From: #flymeto | Sep 14, 2018
Surrounding the shores of the deepest Mediterranean fjord, Kotor in Montenegro is a small town set among hills. As if its builders anticipated future interest in one of the most charming and well-preserved historic towns of the Adriatic and tried to deliberately hide it in the unsightly waters of the bay.
Kotor is one of the oldest towns in Montenegro, thanks to its location it withstood medieval raids and modern Balkan civil wars. Although Montenegro has only existed as an independent state since 2006, you will not know this either in Kotor or in nearby tourist resorts such as Budva. Tourists from all over the world cheerfully stroll through the historic center, which is packed into 4.5 km of walls.
Once endangered by UNESCO
The center and the fortress are on the UNESCO World Heritage List. They got to it in 1979 mainly due to the 15 m thick and 20 m high city walls and already in the same year moved to the list of endangered heritage, when they were damaged by the earthquake. During its long existence, Kotor fell under various powers from the Byzantine Empire to Austria and Yugoslavia. None of its forms have so much the same characteristics as the Republic of Venice. It is the Italians who started to build such an attractive city center and you will be strongly aware of the influence of Venetian architecture and aesthetics.
Source: WEB SHOP FLY
In the high summer season, large cruise ships arrive in the harbor, which spew several thousand visitors into the walls of the historic center.
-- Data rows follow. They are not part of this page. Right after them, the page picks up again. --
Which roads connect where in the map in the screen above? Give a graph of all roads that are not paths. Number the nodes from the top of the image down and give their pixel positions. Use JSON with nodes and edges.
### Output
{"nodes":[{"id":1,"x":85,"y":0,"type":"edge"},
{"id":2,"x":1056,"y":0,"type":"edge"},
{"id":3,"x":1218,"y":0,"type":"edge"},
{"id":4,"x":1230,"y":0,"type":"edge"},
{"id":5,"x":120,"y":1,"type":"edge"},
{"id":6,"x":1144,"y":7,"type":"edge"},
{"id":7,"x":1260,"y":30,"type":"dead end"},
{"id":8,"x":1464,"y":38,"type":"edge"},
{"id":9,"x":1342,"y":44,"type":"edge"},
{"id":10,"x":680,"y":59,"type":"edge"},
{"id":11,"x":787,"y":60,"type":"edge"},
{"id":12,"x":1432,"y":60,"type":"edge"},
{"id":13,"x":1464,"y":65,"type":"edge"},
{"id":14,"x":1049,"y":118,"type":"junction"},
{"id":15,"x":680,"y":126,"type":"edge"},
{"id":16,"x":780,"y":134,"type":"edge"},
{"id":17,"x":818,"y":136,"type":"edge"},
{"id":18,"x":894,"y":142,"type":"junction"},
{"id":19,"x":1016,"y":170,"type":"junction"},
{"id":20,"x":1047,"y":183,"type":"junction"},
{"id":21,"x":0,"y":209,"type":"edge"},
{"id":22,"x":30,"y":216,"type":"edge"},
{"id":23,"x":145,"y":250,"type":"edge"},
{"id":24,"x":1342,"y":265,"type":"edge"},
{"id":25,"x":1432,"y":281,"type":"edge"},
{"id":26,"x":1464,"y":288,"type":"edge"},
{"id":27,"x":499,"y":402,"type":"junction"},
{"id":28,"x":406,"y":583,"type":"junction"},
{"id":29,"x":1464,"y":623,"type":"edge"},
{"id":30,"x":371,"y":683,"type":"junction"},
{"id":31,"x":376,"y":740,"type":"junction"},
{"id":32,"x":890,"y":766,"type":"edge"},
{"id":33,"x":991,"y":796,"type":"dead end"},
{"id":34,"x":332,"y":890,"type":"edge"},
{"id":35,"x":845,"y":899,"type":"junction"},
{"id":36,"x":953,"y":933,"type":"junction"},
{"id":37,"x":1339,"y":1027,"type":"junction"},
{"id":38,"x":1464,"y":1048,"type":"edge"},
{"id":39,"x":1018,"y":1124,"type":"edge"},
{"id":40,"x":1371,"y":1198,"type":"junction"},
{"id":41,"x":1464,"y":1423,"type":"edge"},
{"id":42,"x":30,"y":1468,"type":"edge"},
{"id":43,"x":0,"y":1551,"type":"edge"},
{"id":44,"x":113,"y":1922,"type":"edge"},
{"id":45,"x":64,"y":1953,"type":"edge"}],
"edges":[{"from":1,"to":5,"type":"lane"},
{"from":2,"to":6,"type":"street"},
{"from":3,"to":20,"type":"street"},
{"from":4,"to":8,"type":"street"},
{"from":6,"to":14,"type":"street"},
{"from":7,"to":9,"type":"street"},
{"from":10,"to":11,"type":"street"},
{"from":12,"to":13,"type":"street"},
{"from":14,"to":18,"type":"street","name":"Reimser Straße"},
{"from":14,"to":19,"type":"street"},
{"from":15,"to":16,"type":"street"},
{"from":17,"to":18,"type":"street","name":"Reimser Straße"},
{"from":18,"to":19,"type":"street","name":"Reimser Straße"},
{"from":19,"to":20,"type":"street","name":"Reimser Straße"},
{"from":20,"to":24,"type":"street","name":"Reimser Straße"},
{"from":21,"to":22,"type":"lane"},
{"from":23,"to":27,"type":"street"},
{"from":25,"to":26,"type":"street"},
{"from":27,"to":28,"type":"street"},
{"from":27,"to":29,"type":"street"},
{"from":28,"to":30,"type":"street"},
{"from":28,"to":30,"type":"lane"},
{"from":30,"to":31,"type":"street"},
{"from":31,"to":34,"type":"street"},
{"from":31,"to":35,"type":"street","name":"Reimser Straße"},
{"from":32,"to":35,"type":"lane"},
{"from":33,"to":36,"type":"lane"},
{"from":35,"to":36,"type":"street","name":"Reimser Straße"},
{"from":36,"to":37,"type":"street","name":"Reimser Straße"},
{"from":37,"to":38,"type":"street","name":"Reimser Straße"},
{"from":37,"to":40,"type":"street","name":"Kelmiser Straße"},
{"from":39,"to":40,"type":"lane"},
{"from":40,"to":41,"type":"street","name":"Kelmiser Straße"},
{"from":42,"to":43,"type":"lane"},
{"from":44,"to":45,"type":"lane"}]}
Then, for half a day, they will flood all his alleys to sail again in the evening. April, May, September and October are therefore ideal for visiting Kotor. In spring, although not much bathe, but the greenery in the city and the surrounding hills have not yet caught the summer sun and trips will be more pleasant. In September you can swim and avoid the biggest crowds. October is the time when wild pomegranates and kiwis are ripening here and the season is almost over.
Kotor - the city of cats
Kotor and the nearby tourist resort of Budva are a paradise for cats. Street cats are staring at you from every corner and souvenir shop. Cats are decorated with postcards, T-shirts and fridge magnets. And the locals are proud of them. Do you want to improve Montenegrin sweatshirts? Look for shops that give a portion of the proceeds to the local four-legged inhabitants. Or go to the Cat Museum . The museum is a collection of drawings and historical photos dominated by cats, and seeks to draw attention to the stray paws not only Kotor, but around the world. At the entrance you can buy a bag of granules or a pack of pockets. Those interested in signing up as soon as you go out on the street with them.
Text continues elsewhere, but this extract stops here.